O procurador do Ministério Público junto ao Tribunal de Contas do Estado (MPTCE) Thiago Guterres, proferiu parecer opinando pela retificação da decisão monocrática do auditor Claudio Emerenciano, que na semana passada suspendeu novamente a licitação da Urbana, com valor de R$ 341,7 milhões.

Ao analisar a representação do Sindicato das Empresas de Veículos e Bens Móveis do Rio Grande do Norte (Sinloc-RN), o procurador concluiu pelo cancelamento da atual licitação e republicação do edital, tendo em vista concordar que há impropriedade na exigência dos requisitos de capital mínimo e de patrimônio líquido e pelo fato de que a decisão anterior do TCE alterou substancialmente os requisitos do edital.

“Em respeito aos princípios da publicidade, da vinculação ao instrumento convocatório, isonomia e do caráter competitivo da licitação, opina-se pela republicação do edital”, afirmou, proferindo parecer pela retificação pelo TCE da decisão monocrática, do auditor Claudio Emerenciano. O gabinete do auditor Claudio Emerenciano disse que levará seu voto para o Pleno do TCE dentro de 15 dias.

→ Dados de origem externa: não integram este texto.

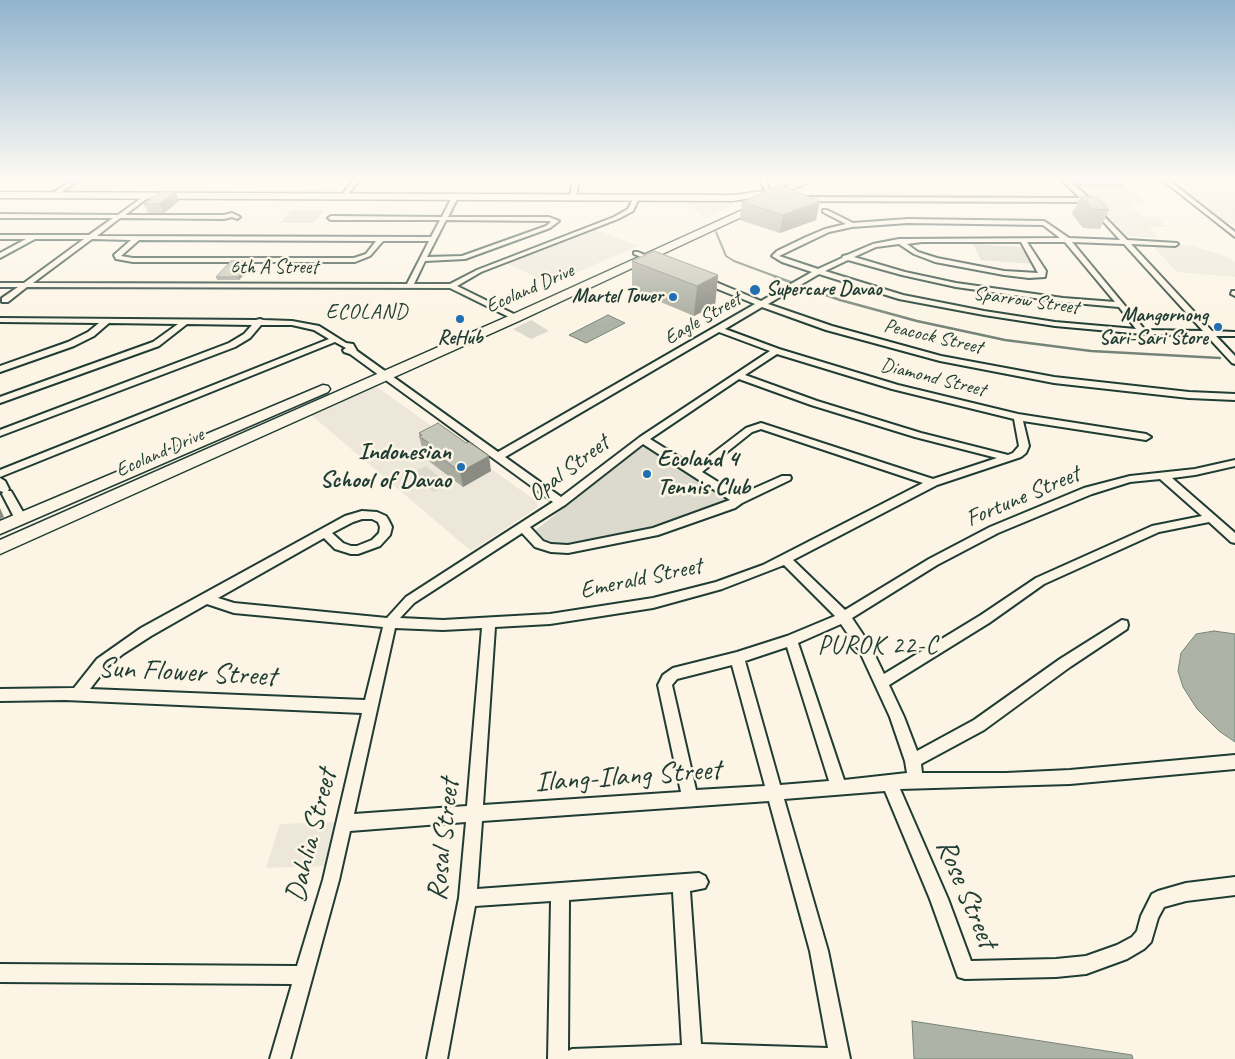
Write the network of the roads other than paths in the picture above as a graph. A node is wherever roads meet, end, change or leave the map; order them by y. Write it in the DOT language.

O Sinloc questiona pontos da concorrência nº 001/2013, da Companhia de Serviços Urbanos de Natal (Urbana). Um dos itens questionados pelo sindicato no edital foi acolhido pelo Corpo Técnico do TCE. Refere-se à impossibilidade de exigência de qualificação econômico-financeira segundo critérios cumulativos, constante da licitação da Urbana, o que afrontaria o preceito legal bem como a súmula 275 do Tribunal de Contas da União (TCU). Portanto, em decisão monocrática, o relator não suspendeu o certame, mas determinou que a Urbana se abstivesse de exigir cumulativamente as condições restritivas de concorrência identificadas no edital.